(Stored data)
● ● ● ● ●

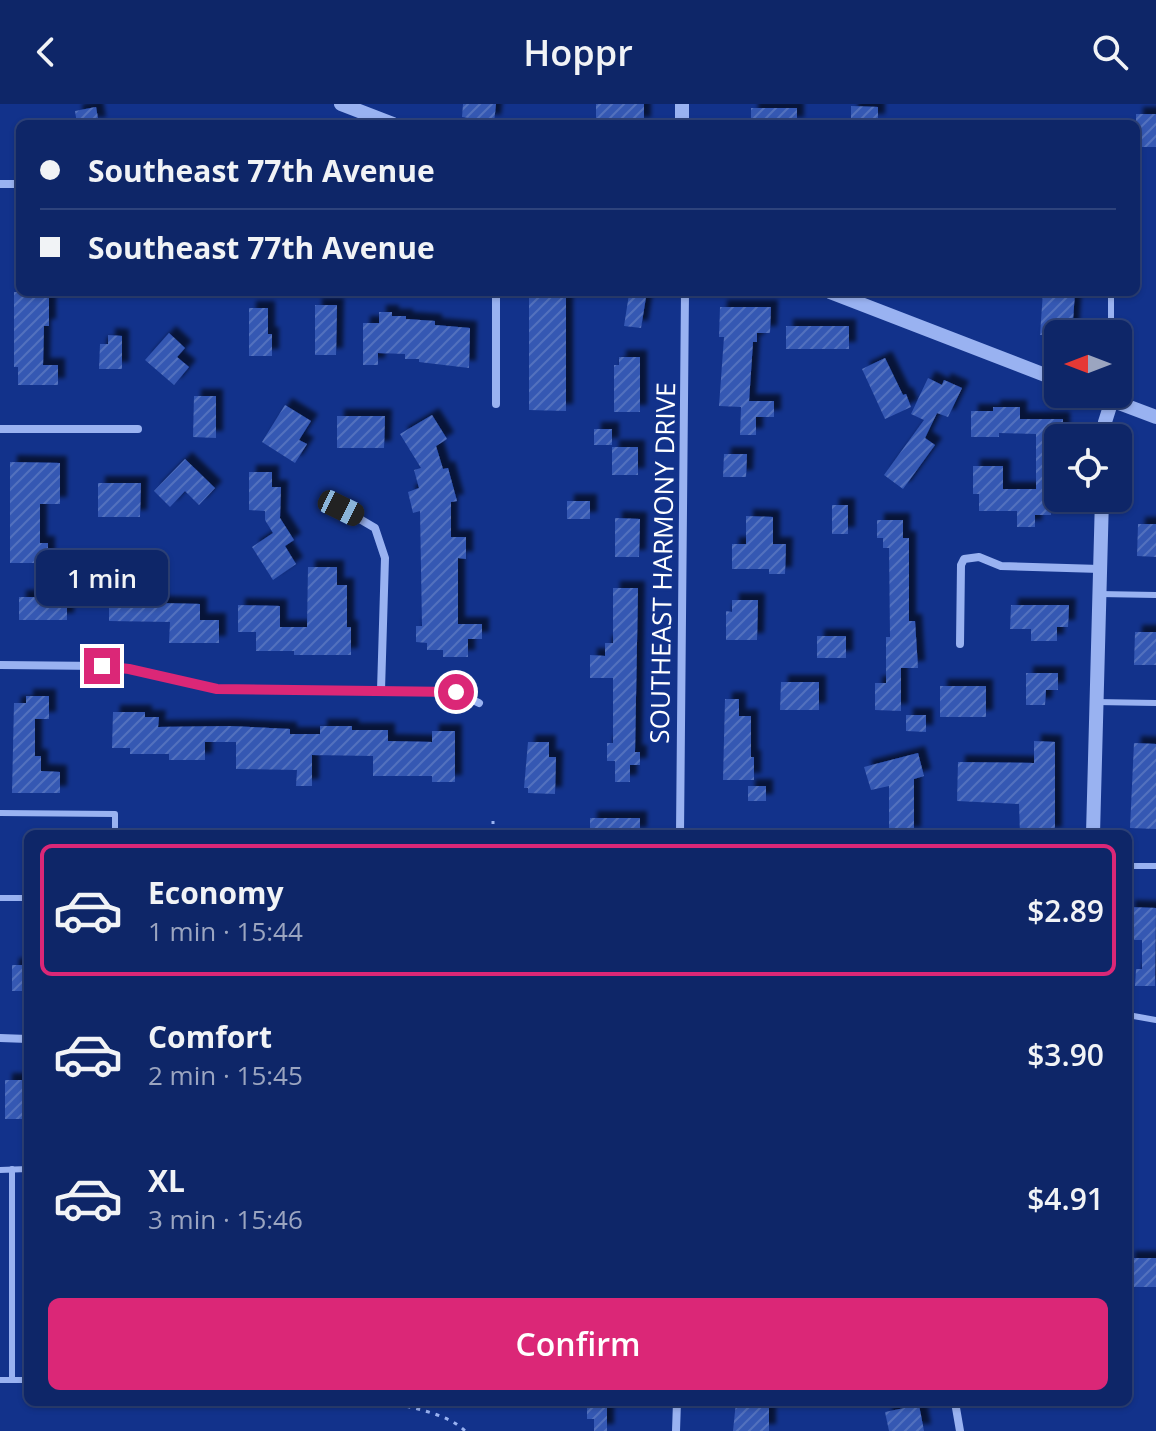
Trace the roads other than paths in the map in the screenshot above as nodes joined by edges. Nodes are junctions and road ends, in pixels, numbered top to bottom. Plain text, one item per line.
1 (341, 104) edge
2 (383, 120) edge
3 (496, 296) edge
4 (685, 296) edge
5 (840, 296) edge
6 (1111, 296) edge
7 (1111, 320) edge
8 (1044, 375) edge
9 (496, 404) dead end
10 (1132, 408) edge
11 (1156, 417) edge
12 (0, 429) edge
13 (138, 429) dead end
14 (341, 508) dead end
15 (1102, 512) edge
16 (1100, 569) junction
17 (1099, 594) junction
18 (1156, 595) edge
19 (960, 644) dead end
20 (0, 665) edge
21 (381, 690) junction
22 (1096, 702) junction
23 (479, 703) dead end
24 (1156, 703) edge
25 (0, 813) edge
26 (115, 830) edge
27 (680, 830) edge
28 (1093, 830) edge
29 (1132, 866) edge
30 (1156, 866) edge
31 (0, 898) edge
32 (24, 898) edge
33 (1132, 1016) edge
34 (1156, 1020) edge
35 (0, 1038) edge
36 (24, 1039) edge
37 (12, 1169) junction
38 (24, 1169) edge
39 (0, 1170) edge
40 (0, 1380) edge
41 (12, 1380) junction
42 (24, 1380) edge
43 (677, 1406) edge
44 (956, 1406) edge
45 (676, 1431) edge
46 (960, 1431) edge

1 - 2 street
3 - 9 street
4 - 27 street, SOUTHEAST HARMONY DRIVE
5 - 8 street
6 - 7 lane
10 - 11 street
12 - 13 street
14 - 21 street
15 - 16 street
16 - 17 street
16 - 19 street
17 - 18 lane
17 - 22 street
20 - 21 street
21 - 23 street
22 - 24 lane
22 - 28 street
25 - 26 lane
29 - 30 lane
31 - 32 lane
33 - 34 lane
35 - 36 street
37 - 38 lane
37 - 39 lane
37 - 41 lane
40 - 41 lane
41 - 42 lane
43 - 45 street
44 - 46 street

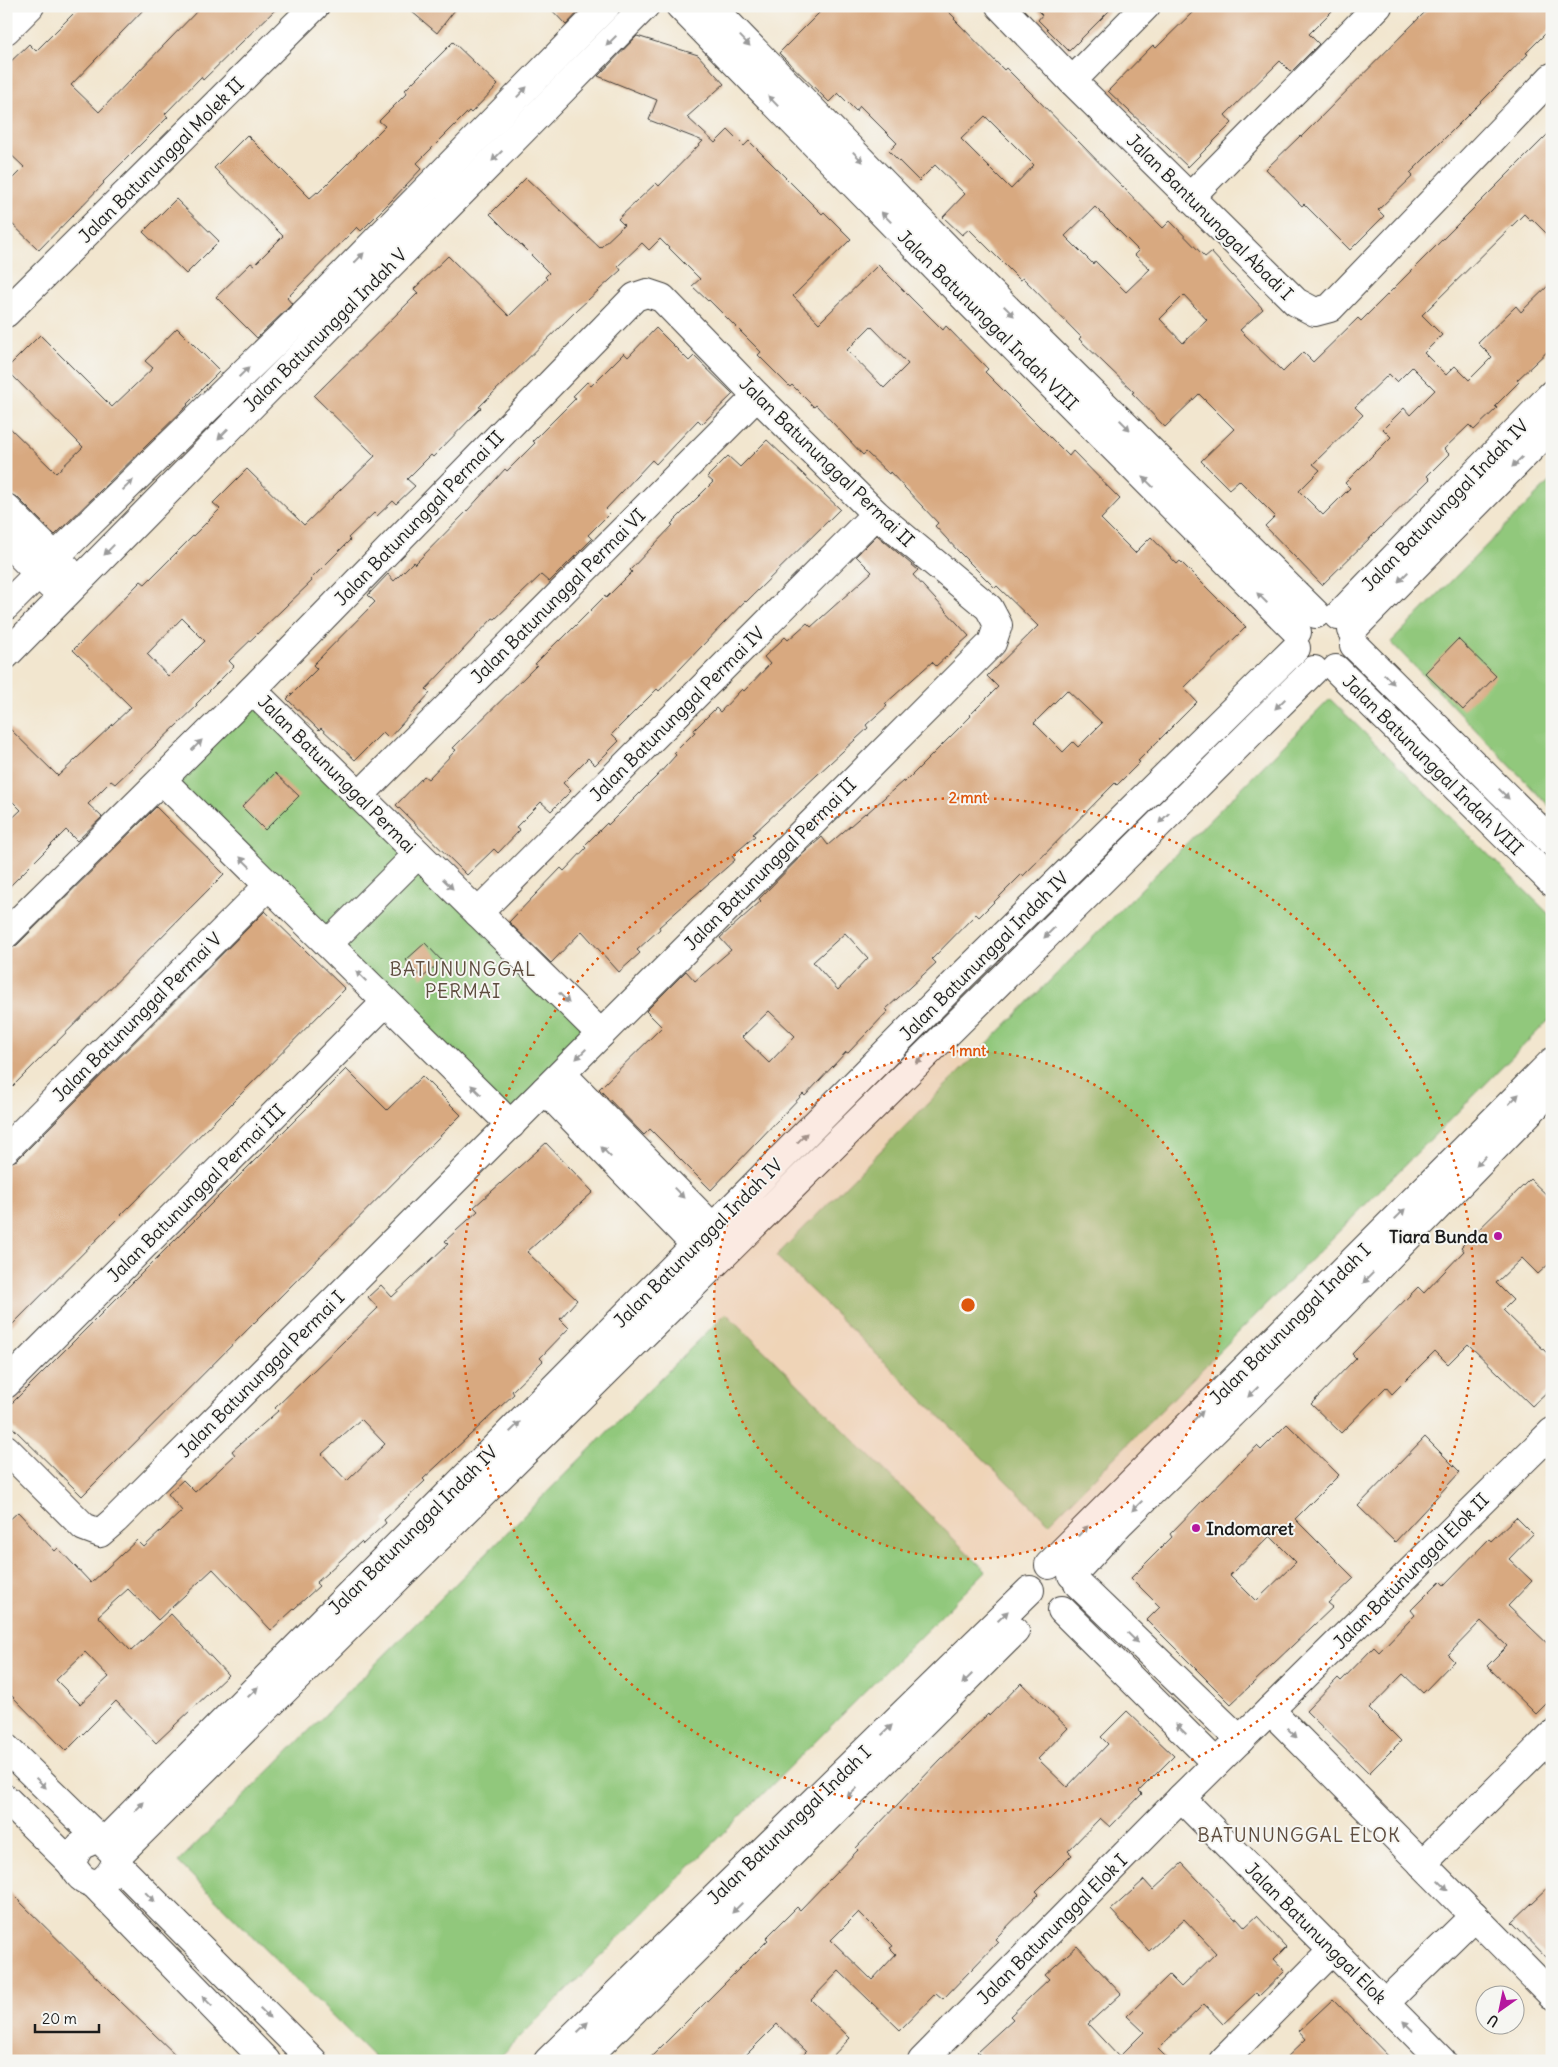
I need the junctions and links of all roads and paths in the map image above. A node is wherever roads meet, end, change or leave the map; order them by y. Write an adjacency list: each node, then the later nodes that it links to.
1 (30, 6): 10 (street)
2 (315, 6): 15 (street, Jalan Batununggal Molek II)
3 (606, 6): 16 (street, Jalan Batununggal Indah V, one-way to 3)
4 (645, 6): 16 (street, Jalan Batununggal Indah V, one-way to 16)
5 (680, 6): 14 (street, Jalan Batununggal Indah VIII, one-way to 5)
6 (711, 6): 14 (street, Jalan Batununggal Indah VIII, one-way to 14)
7 (1000, 6): 12 (street, Jalan Bantununggal Abadi I)
8 (1146, 6): 12 (street)
9 (1378, 6): 13 (street)
10 (6, 30)
11 (1552, 77): 13 (street, Jalan Bantununggal Abadi I)
12 (1072, 81): 13 (street, Jalan Bantununggal Abadi I)
13 (1190, 197)
14 (974, 292): 26 (street, Jalan Batununggal Indah VIII, one-way to 26); 27 (street, Jalan Batununggal Indah VIII, one-way to 14)
15 (6, 313)
16 (319, 318): 23 (street, Jalan Batununggal Indah V, one-way to 16); 24 (street, Jalan Batununggal Indah V, one-way to 24)
17 (1552, 394): 26 (street, Jalan Batununggal Indah IV)
18 (757, 396): 21 (street, Jalan Batununggal Permai II); 30 (street, Jalan Batununggal Permai II); 32 (street, Jalan Batununggal Permai VI)
19 (1552, 427): 26 (street, Jalan Batununggal Indah IV, one-way to 26)
20 (6, 508): 23 (street)
21 (876, 514): 37 (street, Jalan Batununggal Permai IV); 43 (street, Jalan Batununggal Permai II)
22 (6, 542): 23 (street)
23 (46, 565): 24 (street); 25 (street, Jalan Batununggal Indah V)
24 (71, 589): 28 (street, Jalan Batununggal Indah V)
25 (6, 606)
26 (1340, 626): 27 (street); 29 (street); 33 (street, Jalan Batununggal Indah VIII, one-way to 33)
27 (1296, 640): 29 (street); 40 (street, Jalan Batununggal Indah IV)
28 (6, 655)
29 (1325, 670): 35 (street, Jalan Batununggal Indah VIII); 41 (street, Jalan Batununggal Indah IV, one-way to 41)
30 (252, 690): 31 (street, Jalan Batununggal Permai, one-way to 30); 32 (street, Jalan Batununggal Permai)
31 (162, 780): 36 (street, one-way to 31); 38 (street)
32 (360, 796): 34 (street, Jalan Batununggal Permai)
33 (1552, 842)
34 (418, 854): 37 (street, Jalan Batununggal Permai, one-way to 37); 39 (street)
35 (1552, 882)
36 (269, 885): 39 (street); 48 (street, Jalan Batununggal Permai V)
37 (478, 913): 43 (street, Jalan Batununggal Permai, one-way to 43)
38 (6, 934)
39 (328, 944): 42 (street, one-way to 39)
40 (964, 974): 41 (street); 49 (street, Jalan Batununggal Indah IV, one-way to 40)
41 (984, 996): 49 (street, Jalan Batununggal Indah IV, one-way to 49)
42 (386, 1002): 47 (street, one-way to 42); 50 (street, Jalan Batununggal Permai III)
43 (601, 1034): 45 (street, one-way to 45)
44 (1552, 1062): 53 (street, Jalan Batununggal Indah I, one-way to 44)
45 (553, 1082): 47 (street); 49 (street)
46 (1552, 1089): 53 (street, Jalan Batununggal Indah I, one-way to 53)
47 (511, 1125): 52 (street, Jalan Batununggal Permai I)
48 (6, 1149)
49 (714, 1246): 62 (street, Jalan Batununggal Indah IV)
50 (6, 1384)
51 (1552, 1432): 55 (street, Jalan Batununggal Elok II)
52 (6, 1449)
53 (1066, 1575): 54 (street); 54 (street); 57 (street, one-way to 57)
54 (1044, 1603): 59 (street, one-way to 54); 72 (street, Jalan Batununggal Indah I, one-way to 54); 73 (street, Jalan Batununggal Indah I, one-way to 73)
55 (1270, 1710): 57 (street); 64 (street, one-way to 64)
56 (1552, 1736): 64 (street)
57 (1240, 1740): 59 (street)
58 (6, 1748): 62 (street, one-way to 62)
59 (1216, 1763): 60 (street)
60 (1181, 1798): 67 (street, Jalan Batununggal Elok); 74 (street, Jalan Batununggal Elok I)
61 (6, 1799): 63 (street)
62 (109, 1850): 63 (street); 65 (street); 71 (street, one-way to 71)
63 (71, 1863): 65 (street)
64 (1422, 1864): 66 (street, one-way to 66)
65 (93, 1883): 70 (street, one-way to 65)
66 (1474, 1916): 68 (street); 69 (street)
67 (1333, 1950): 69 (street, Jalan Batununggal Elok); 75 (street)
68 (1551, 1992)
69 (1385, 2003): 76 (street, Jalan Batununggal Elok, one-way to 69)
70 (266, 2061)
71 (313, 2061)
72 (548, 2061)
73 (583, 2061)
74 (922, 2061)
75 (1223, 2061)
76 (1442, 2061)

● ● ● ● ●

Exercise -> List all lines above in which the string "Abadi" appears.

Result ->
7 (1000, 6): 12 (street, Jalan Bantununggal Abadi I)
11 (1552, 77): 13 (street, Jalan Bantununggal Abadi I)
12 (1072, 81): 13 (street, Jalan Bantununggal Abadi I)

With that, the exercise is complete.